Siangnya, aku pergi ke rumah Vita,
aku juga menceritakan kejadian tadi malam kepada Vita.
“Benarkan kataku kalau rumah itu
berhantu, hahahaa, makanya jangan sok jadi pemberani” kata Vita.
“Iya deh. Tapi kata ibu, ceritamu
itu tidak benar, kamu bohong ya? Hayo ngaku..!”
Vita mengelak, “iya, eh enggak, aku
beneran kok”
“Beneran?” tanyaku.
“ya sudahlah aku ngaku, aku
cuma bercanda ingin nakutin-nakutin kamu
tadi malam biar enggak pulang dan menginap di rumahku semalaman, hehehe maaf
yaa..!” Vita pun mengaku kalau dia berbohong.
“ah bercandamu jelek, bikin aku
takut saja tadi malam”
Vita akhirnya minta maaf kepadaku, kemudian aku pulang karena hari
sudah mulai sore.
Di perjalanan aku sedikit bingung,
“omong-omong kalau cerita itu enggak beneran, terus wanita tadi malam itu
siapa?” tanyaku.
Di rumah aku masih nampak terlihat
berpikir. Akhirnya, ibuku bertanya ada apa denganku.
Aku masih menceritakan cerita yang
sama pada ibu.
Beberapa lama kemudian, terdengar
suara teriakan yang sangat keras, “hihihiiii...”
Suara itu sama dengan suara yang
kudengar kemarin. Sumber bunyinya sama yang berada di rumah kosong itu.
Ibuku mencoba melihat apa yang ada
disana yang mana mungkin hantu terdengar jelas sekali.

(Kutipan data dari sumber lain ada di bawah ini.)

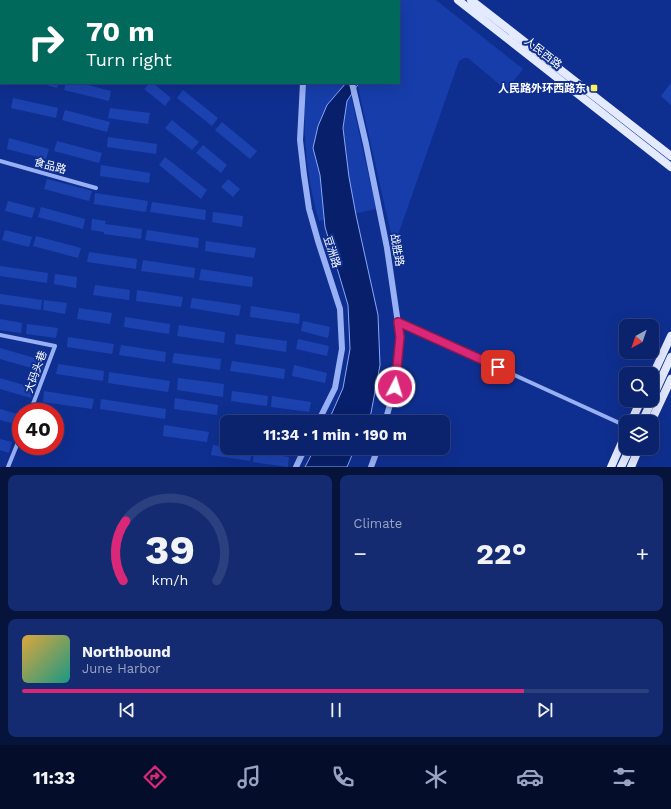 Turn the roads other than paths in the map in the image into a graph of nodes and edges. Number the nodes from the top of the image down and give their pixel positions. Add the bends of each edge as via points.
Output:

Dengan sangat berani, ibuku
menghampiri rumah kosong itu. Ternyata itu bukan hantu tetapi orang gila yang
duduk di dekat sumur dengan pakaian putih kumuhnya dan rambut yang acak-acakan
mirip yang kutemui kemarin malam.
“Hahahaha..., lihatlah Sesil yang
kau kira hantu ternyata orang gila”
“Huh, untung saja orang gila bukan
hantu. Kalau saja aku tahu kalau itu orang gila, pasti enggak kayak gini ceritanya” kataku dengan
kesal.
“Makanya kamu jangan suka berpikiran
yang aneh-aneh. Dasar penakut hahaha...”
“Tuh kan ibu ngeledek aku lagi”
kesalku.
Setelah itu, aku merasa sangat malu
bercampur lega. Yang kukira hantu ternyata orang gila yang ingin menggangguku. Sejak
saat itu aku tidak akan berpikir aneh-aneh lagi.